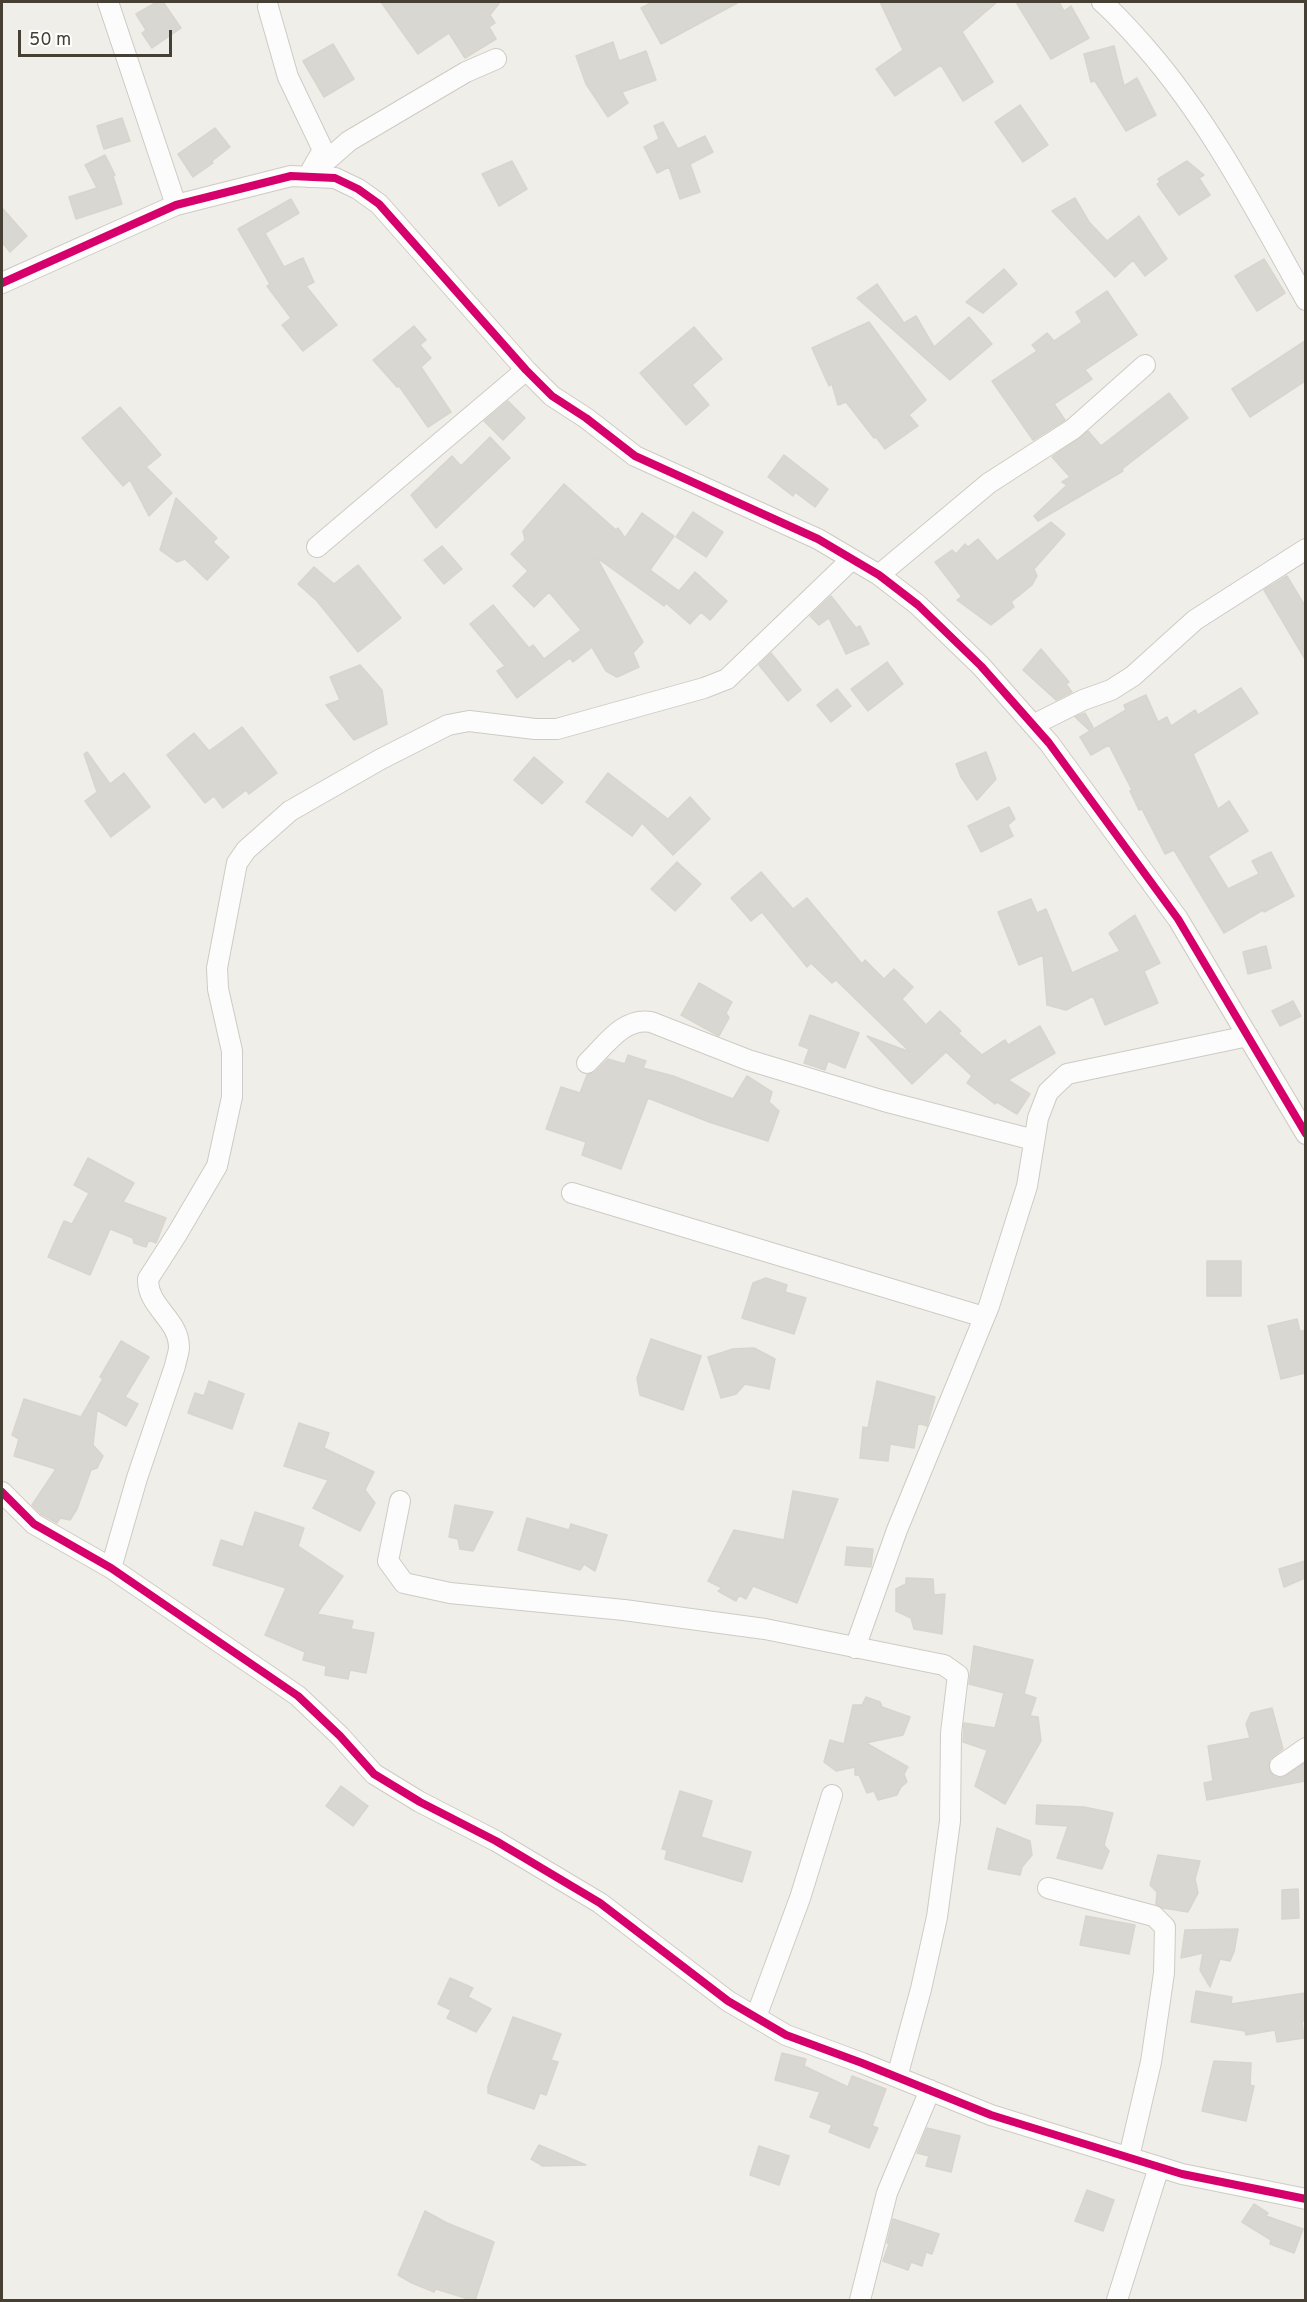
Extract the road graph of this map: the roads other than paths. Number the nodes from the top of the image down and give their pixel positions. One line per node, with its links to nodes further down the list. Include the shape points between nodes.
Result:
1 (108, 2): 6 (street)
2 (1102, 2): 8 (street, via 1176,82 1232,167)
3 (268, 7): 5 (street, via 288,77 323,150)
4 (496, 59): 5 (street, via 466,72 349,141)
5 (308, 177): 6 (street, via 291,176 252,184); 10 (street, via 335,178 379,204)
6 (176, 205): 7 (street)
7 (2, 284)
8 (1305, 300)
9 (1145, 365): 14 (street, via 1073,429 989,483)
10 (526, 370): 11 (street); 13 (street, via 552,396 634,456)
11 (317, 547)
12 (1305, 549): 15 (street, via 1195,620 1133,676)
13 (852, 559): 14 (street); 24 (street, via 727,679 557,729 469,721 447,725 290,812 246,850 237,863 217,968 232,1051 232,1097 217,1166 148,1279 150,1296 172,1324 179,1347)
14 (879, 576): 15 (street, via 918,605 981,666)
15 (1033, 725): 16 (street, via 1178,919)
16 (1248, 1036): 18 (street); 19 (street, via 1067,1074 1048,1092)
17 (587, 1063): 19 (street, via 626,1025 634,1021 651,1022 748,1060)
18 (1305, 1134)
19 (1034, 1140): 21 (street, via 1027,1186)
20 (572, 1193): 21 (street)
21 (984, 1317): 25 (street, via 897,1530)
22 (2, 1492): 24 (street, via 34,1524)
23 (400, 1501): 25 (street, via 388,1561 404,1583 450,1593 765,1629)
24 (111, 1568): 30 (street, via 298,1696 374,1774 600,1903 728,2001)
25 (855, 1648): 31 (street, via 944,1665 958,1675 951,1733 950,1821 937,1917)
26 (1305, 1748): 27 (street)
27 (1280, 1766)
28 (832, 1795): 30 (street, via 800,1898)
29 (1048, 1888): 33 (street, via 1154,1916 1165,1927 1164,1972 1152,2050)
30 (756, 2017): 31 (street, via 786,2035)
31 (897, 2077): 32 (street)
32 (930, 2090): 33 (street, via 991,2115); 36 (street, via 887,2193)
33 (1129, 2157): 34 (street)
34 (1159, 2167): 35 (street); 37 (street)
35 (1305, 2199)
36 (860, 2301)
37 (1117, 2301)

What needs to be done —
Keep every word of the records and none of the pictures when you print them again.

Answer area —
Extract the road graph of this map: the roads other than paths. Number the nodes from the top of the image down and give their pixel positions. One line per node, with its links to nodes further down the list. Include the shape points between nodes.
Result:
1 (108, 2): 6 (street)
2 (1102, 2): 8 (street, via 1176,82 1232,167)
3 (268, 7): 5 (street, via 288,77 323,150)
4 (496, 59): 5 (street, via 466,72 349,141)
5 (308, 177): 6 (street, via 291,176 252,184); 10 (street, via 335,178 379,204)
6 (176, 205): 7 (street)
7 (2, 284)
8 (1305, 300)
9 (1145, 365): 14 (street, via 1073,429 989,483)
10 (526, 370): 11 (street); 13 (street, via 552,396 634,456)
11 (317, 547)
12 (1305, 549): 15 (street, via 1195,620 1133,676)
13 (852, 559): 14 (street); 24 (street, via 727,679 557,729 469,721 447,725 290,812 246,850 237,863 217,968 232,1051 232,1097 217,1166 148,1279 150,1296 172,1324 179,1347)
14 (879, 576): 15 (street, via 918,605 981,666)
15 (1033, 725): 16 (street, via 1178,919)
16 (1248, 1036): 18 (street); 19 (street, via 1067,1074 1048,1092)
17 (587, 1063): 19 (street, via 626,1025 634,1021 651,1022 748,1060)
18 (1305, 1134)
19 (1034, 1140): 21 (street, via 1027,1186)
20 (572, 1193): 21 (street)
21 (984, 1317): 25 (street, via 897,1530)
22 (2, 1492): 24 (street, via 34,1524)
23 (400, 1501): 25 (street, via 388,1561 404,1583 450,1593 765,1629)
24 (111, 1568): 30 (street, via 298,1696 374,1774 600,1903 728,2001)
25 (855, 1648): 31 (street, via 944,1665 958,1675 951,1733 950,1821 937,1917)
26 (1305, 1748): 27 (street)
27 (1280, 1766)
28 (832, 1795): 30 (street, via 800,1898)
29 (1048, 1888): 33 (street, via 1154,1916 1165,1927 1164,1972 1152,2050)
30 (756, 2017): 31 (street, via 786,2035)
31 (897, 2077): 32 (street)
32 (930, 2090): 33 (street, via 991,2115); 36 (street, via 887,2193)
33 (1129, 2157): 34 (street)
34 (1159, 2167): 35 (street); 37 (street)
35 (1305, 2199)
36 (860, 2301)
37 (1117, 2301)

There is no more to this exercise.